What you should do: Drop the images, then output the listing exactly.

Data for analysis:
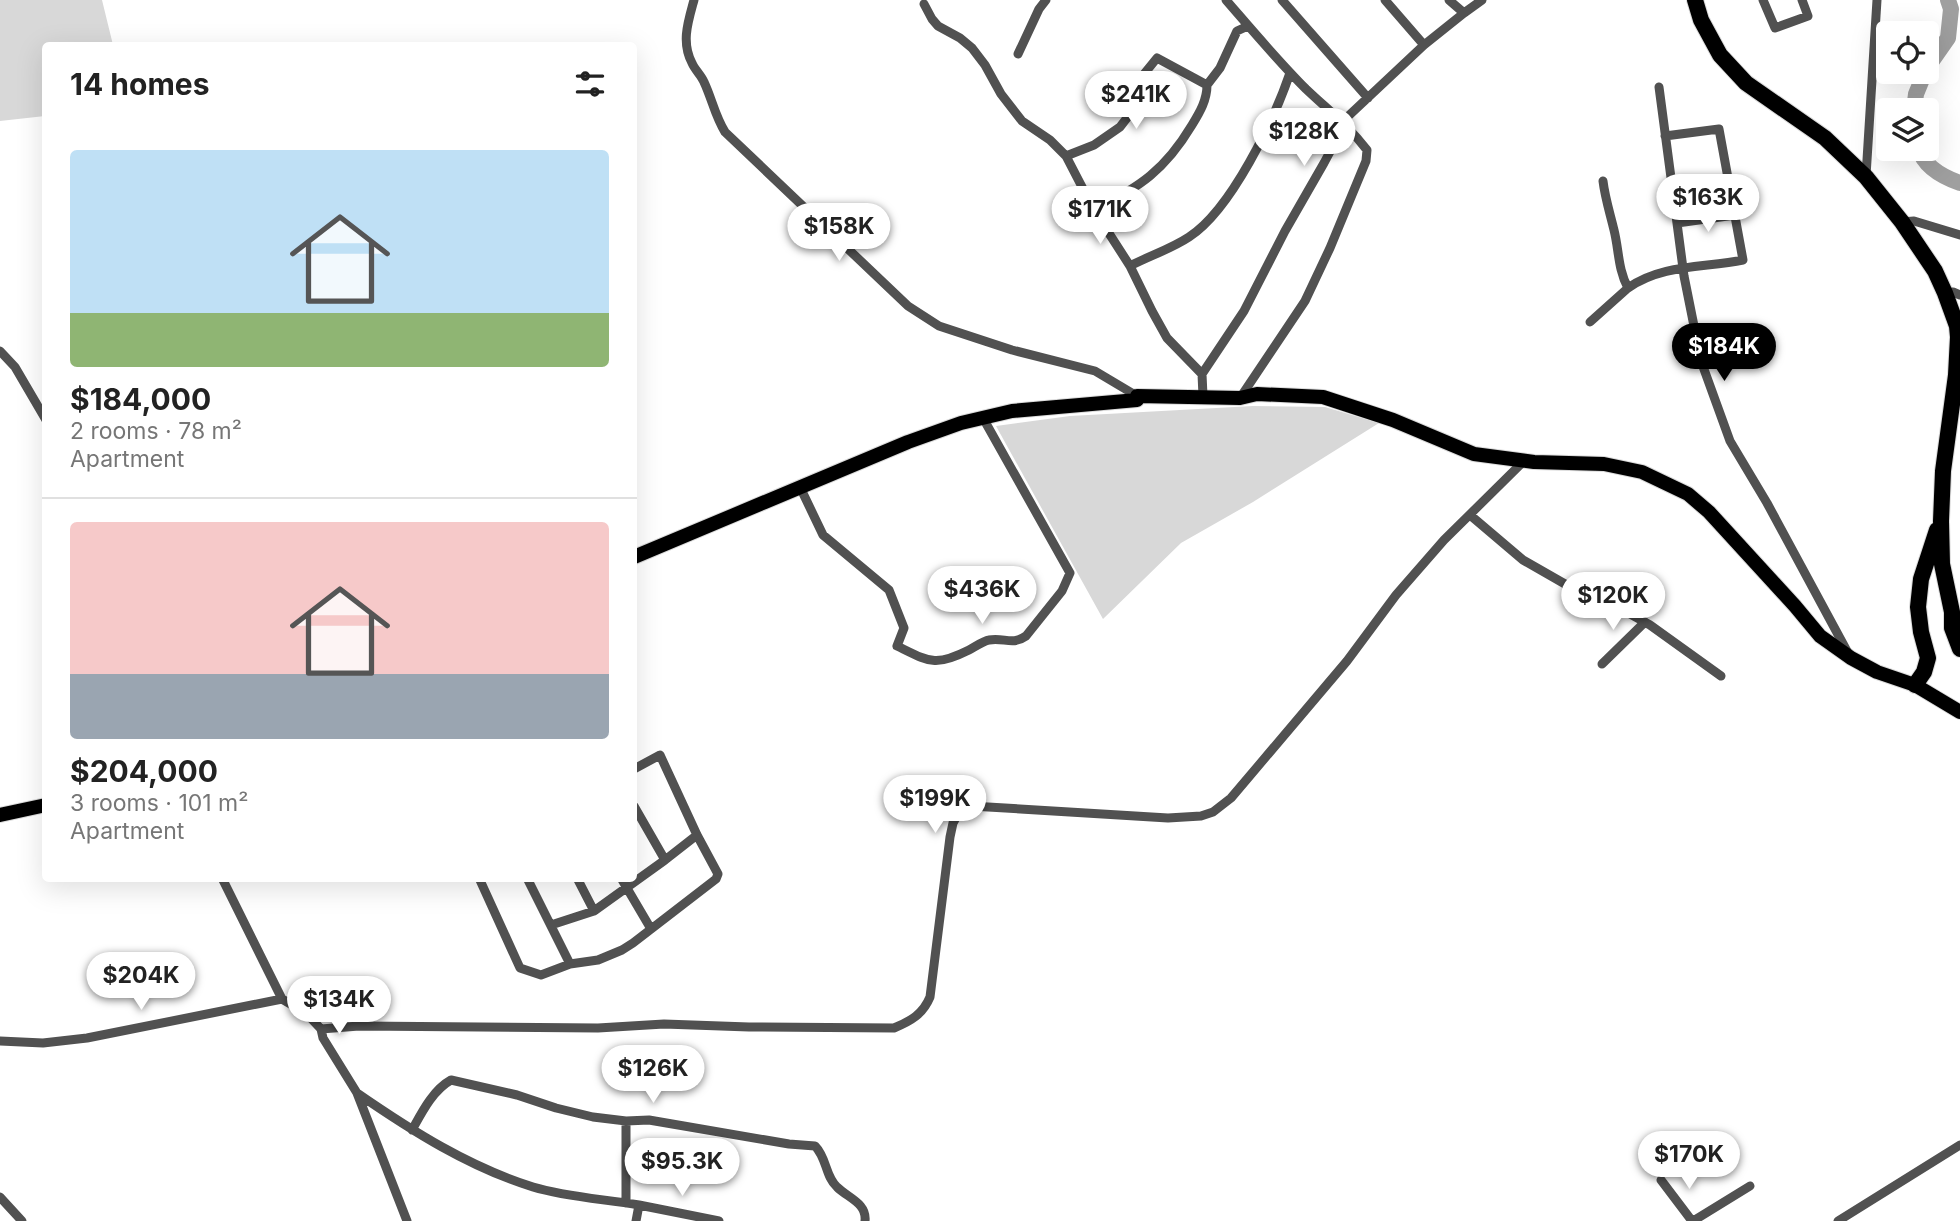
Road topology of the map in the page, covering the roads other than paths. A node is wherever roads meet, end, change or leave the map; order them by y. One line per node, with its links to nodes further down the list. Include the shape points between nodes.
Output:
1 (694, 0): 39 (street, via 685,30 686,47 724,132 908,306 939,326 1095,370)
2 (1046, 0): 16 (street)
3 (1226, 0): 14 (street)
4 (1282, 0): 20 (street)
5 (1385, 0): 15 (street)
6 (1449, 0): 13 (street)
7 (1482, 0): 13 (street)
8 (1695, 0): 24 (highway, via 1720,55 1746,83 1845,155)
9 (1763, 0): 10 (street, via 1775,28 1808,16)
10 (1802, 0)
11 (1877, 0): 24 (street)
12 (924, 4): 23 (street, via 939,26 972,48 1022,121)
13 (1464, 13): 15 (street)
14 (1248, 26): 17 (street); 18 (street, via 1237,31 1220,68)
15 (1424, 45): 20 (street)
16 (1018, 54)
17 (1290, 73): 21 (street); 31 (street, via 1267,129 1208,222 1188,238)
18 (1206, 85): 23 (street, via 1157,58 1144,74 1121,127); 26 (street, via 1207,97 1167,161 1134,188)
19 (1659, 86): 22 (street)
20 (1368, 98): 21 (street)
21 (1343, 121): 38 (street, via 1244,311); 41 (street, via 1367,150 1366,161 1304,301)
22 (1665, 136): 27 (street, via 1720,129); 29 (street)
23 (1066, 156): 26 (street)
24 (1866, 177): 28 (highway)
25 (1603, 181): 33 (street)
26 (1094, 210): 31 (street)
27 (1735, 215): 29 (street); 32 (street, via 1743,260)
28 (1902, 222): 30 (street, via 1914,220); 34 (highway)
29 (1677, 223): 32 (street)
30 (1960, 235)
31 (1130, 266): 38 (street, via 1167,338)
32 (1682, 268): 33 (street); 52 (street, via 1701,361 1730,441)
33 (1628, 288): 35 (street)
34 (1954, 299): 36 (highway)
35 (1590, 322)
36 (1959, 326): 47 (highway)
37 (0, 351): 42 (street)
38 (1202, 374): 40 (street)
39 (1137, 396): 40 (main road); 43 (main road, via 1137,400 1012,411)
40 (1203, 397): 41 (main road)
41 (1240, 398): 44 (main road, via 1257,394 1323,397 1474,454)
42 (42, 413)
43 (983, 418): 45 (main road, via 908,442); 45 (street, via 1070,573 1062,591 1020,640 989,640 944,661 927,660 897,646 905,628 889,590 823,536)
44 (1524, 461): 46 (street); 52 (main road, via 1604,464 1642,472 1688,494 1820,636)
45 (800, 487): 48 (main road)
46 (1470, 515): 50 (street, via 1523,560); 76 (street, via 1396,596 1231,798 1213,813 1168,818 1004,807 960,810 950,836 930,997 908,1023 894,1028 664,1024)
47 (1941, 521): 49 (highway, via 1942,564); 55 (highway, via 1921,579 1918,607 1928,658)
48 (637, 556)
49 (1956, 617): 51 (highway, via 1952,628)
50 (1645, 622): 53 (street); 54 (street)
51 (1960, 649)
52 (1851, 658): 55 (main road)
53 (1601, 664)
54 (1721, 676)
55 (1916, 685): 56 (main road)
56 (1960, 712)
57 (637, 767): 61 (street, via 660,755)
58 (42, 806): 60 (main road)
59 (637, 811): 62 (street)
60 (0, 815)
61 (698, 835): 62 (street); 73 (street, via 718,874 716,879)
62 (665, 860): 63 (street)
63 (637, 881)
64 (224, 882): 75 (street)
65 (481, 882): 74 (street, via 520,968 541,975)
66 (529, 882): 72 (street)
67 (579, 882): 71 (street)
68 (623, 882): 70 (street)
69 (635, 882): 70 (street)
70 (627, 888): 71 (street); 73 (street)
71 (594, 911): 72 (street)
72 (551, 925): 74 (street)
73 (651, 929): 74 (street, via 622,950)
74 (570, 964)
75 (282, 999): 76 (street, via 306,1013); 77 (street, via 87,1038)
76 (321, 1029): 78 (street)
77 (0, 1041)
78 (357, 1093): 80 (street); 88 (street)
79 (626, 1121): 80 (street, via 593,1117 451,1080 438,1089); 85 (street); 91 (street, via 649,1120 815,1146 834,1185 866,1212)
80 (412, 1130): 85 (street, via 458,1156 534,1187)
81 (1960, 1145): 93 (street)
82 (1661, 1180): 92 (street)
83 (1750, 1186): 92 (street)
84 (0, 1197): 87 (street)
85 (626, 1203): 86 (street)
86 (639, 1205): 89 (street); 90 (street)
87 (22, 1221)
88 (407, 1221)
89 (636, 1221)
90 (719, 1221)
91 (865, 1221)
92 (1693, 1221)
93 (1838, 1221)

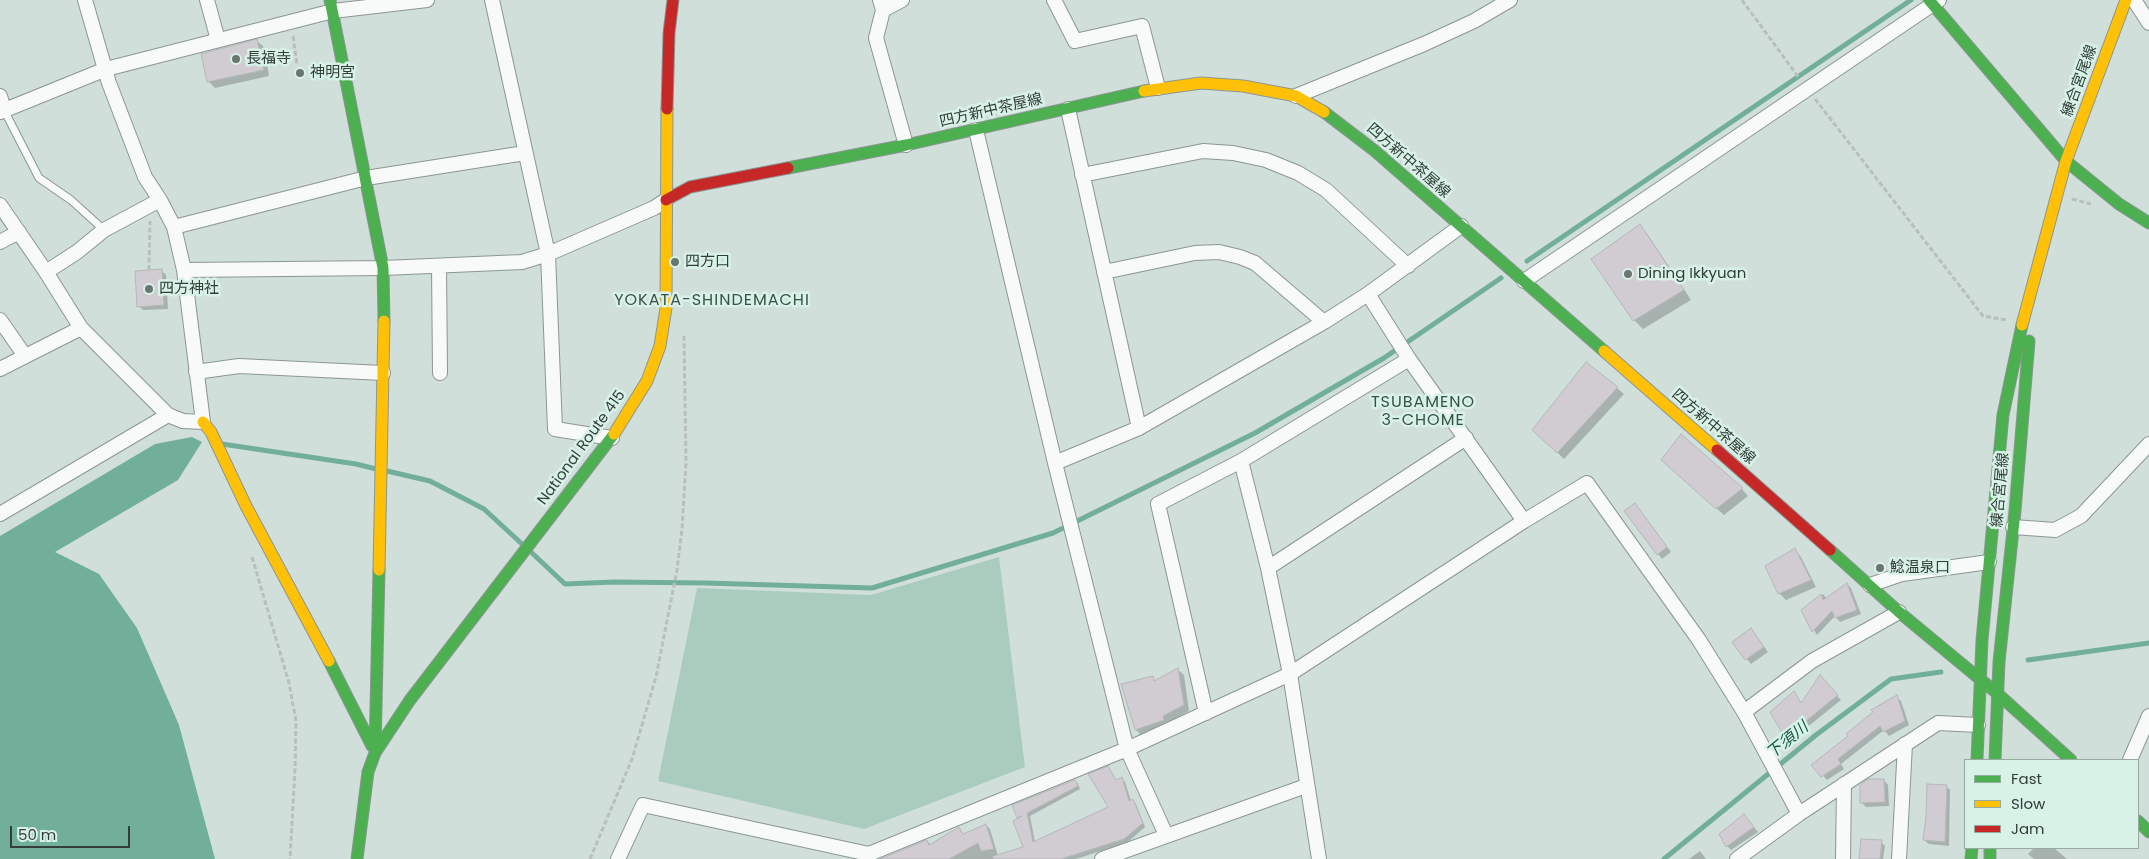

Result of the exercise:
Road topology of the map in the page, covering the roads other than paths. A node is wherever roads meet, end, change or leave the map; order them by y. One line per node, with its links to nodes further down the list. Include the shape points between nodes.
Output:
1 (694, 0): 39 (street, via 685,30 686,47 724,132 908,306 939,326 1095,370)
2 (1046, 0): 16 (street)
3 (1226, 0): 14 (street)
4 (1282, 0): 20 (street)
5 (1385, 0): 15 (street)
6 (1449, 0): 13 (street)
7 (1482, 0): 13 (street)
8 (1695, 0): 24 (highway, via 1720,55 1746,83 1845,155)
9 (1763, 0): 10 (street, via 1775,28 1808,16)
10 (1802, 0)
11 (1877, 0): 24 (street)
12 (924, 4): 23 (street, via 939,26 972,48 1022,121)
13 (1464, 13): 15 (street)
14 (1248, 26): 17 (street); 18 (street, via 1237,31 1220,68)
15 (1424, 45): 20 (street)
16 (1018, 54)
17 (1290, 73): 21 (street); 31 (street, via 1267,129 1208,222 1188,238)
18 (1206, 85): 23 (street, via 1157,58 1144,74 1121,127); 26 (street, via 1207,97 1167,161 1134,188)
19 (1659, 86): 22 (street)
20 (1368, 98): 21 (street)
21 (1343, 121): 38 (street, via 1244,311); 41 (street, via 1367,150 1366,161 1304,301)
22 (1665, 136): 27 (street, via 1720,129); 29 (street)
23 (1066, 156): 26 (street)
24 (1866, 177): 28 (highway)
25 (1603, 181): 33 (street)
26 (1094, 210): 31 (street)
27 (1735, 215): 29 (street); 32 (street, via 1743,260)
28 (1902, 222): 30 (street, via 1914,220); 34 (highway)
29 (1677, 223): 32 (street)
30 (1960, 235)
31 (1130, 266): 38 (street, via 1167,338)
32 (1682, 268): 33 (street); 52 (street, via 1701,361 1730,441)
33 (1628, 288): 35 (street)
34 (1954, 299): 36 (highway)
35 (1590, 322)
36 (1959, 326): 47 (highway)
37 (0, 351): 42 (street)
38 (1202, 374): 40 (street)
39 (1137, 396): 40 (main road); 43 (main road, via 1137,400 1012,411)
40 (1203, 397): 41 (main road)
41 (1240, 398): 44 (main road, via 1257,394 1323,397 1474,454)
42 (42, 413)
43 (983, 418): 45 (main road, via 908,442); 45 (street, via 1070,573 1062,591 1020,640 989,640 944,661 927,660 897,646 905,628 889,590 823,536)
44 (1524, 461): 46 (street); 52 (main road, via 1604,464 1642,472 1688,494 1820,636)
45 (800, 487): 48 (main road)
46 (1470, 515): 50 (street, via 1523,560); 76 (street, via 1396,596 1231,798 1213,813 1168,818 1004,807 960,810 950,836 930,997 908,1023 894,1028 664,1024)
47 (1941, 521): 49 (highway, via 1942,564); 55 (highway, via 1921,579 1918,607 1928,658)
48 (637, 556)
49 (1956, 617): 51 (highway, via 1952,628)
50 (1645, 622): 53 (street); 54 (street)
51 (1960, 649)
52 (1851, 658): 55 (main road)
53 (1601, 664)
54 (1721, 676)
55 (1916, 685): 56 (main road)
56 (1960, 712)
57 (637, 767): 61 (street, via 660,755)
58 (42, 806): 60 (main road)
59 (637, 811): 62 (street)
60 (0, 815)
61 (698, 835): 62 (street); 73 (street, via 718,874 716,879)
62 (665, 860): 63 (street)
63 (637, 881)
64 (224, 882): 75 (street)
65 (481, 882): 74 (street, via 520,968 541,975)
66 (529, 882): 72 (street)
67 (579, 882): 71 (street)
68 (623, 882): 70 (street)
69 (635, 882): 70 (street)
70 (627, 888): 71 (street); 73 (street)
71 (594, 911): 72 (street)
72 (551, 925): 74 (street)
73 (651, 929): 74 (street, via 622,950)
74 (570, 964)
75 (282, 999): 76 (street, via 306,1013); 77 (street, via 87,1038)
76 (321, 1029): 78 (street)
77 (0, 1041)
78 (357, 1093): 80 (street); 88 (street)
79 (626, 1121): 80 (street, via 593,1117 451,1080 438,1089); 85 (street); 91 (street, via 649,1120 815,1146 834,1185 866,1212)
80 (412, 1130): 85 (street, via 458,1156 534,1187)
81 (1960, 1145): 93 (street)
82 (1661, 1180): 92 (street)
83 (1750, 1186): 92 (street)
84 (0, 1197): 87 (street)
85 (626, 1203): 86 (street)
86 (639, 1205): 89 (street); 90 (street)
87 (22, 1221)
88 (407, 1221)
89 (636, 1221)
90 (719, 1221)
91 (865, 1221)
92 (1693, 1221)
93 (1838, 1221)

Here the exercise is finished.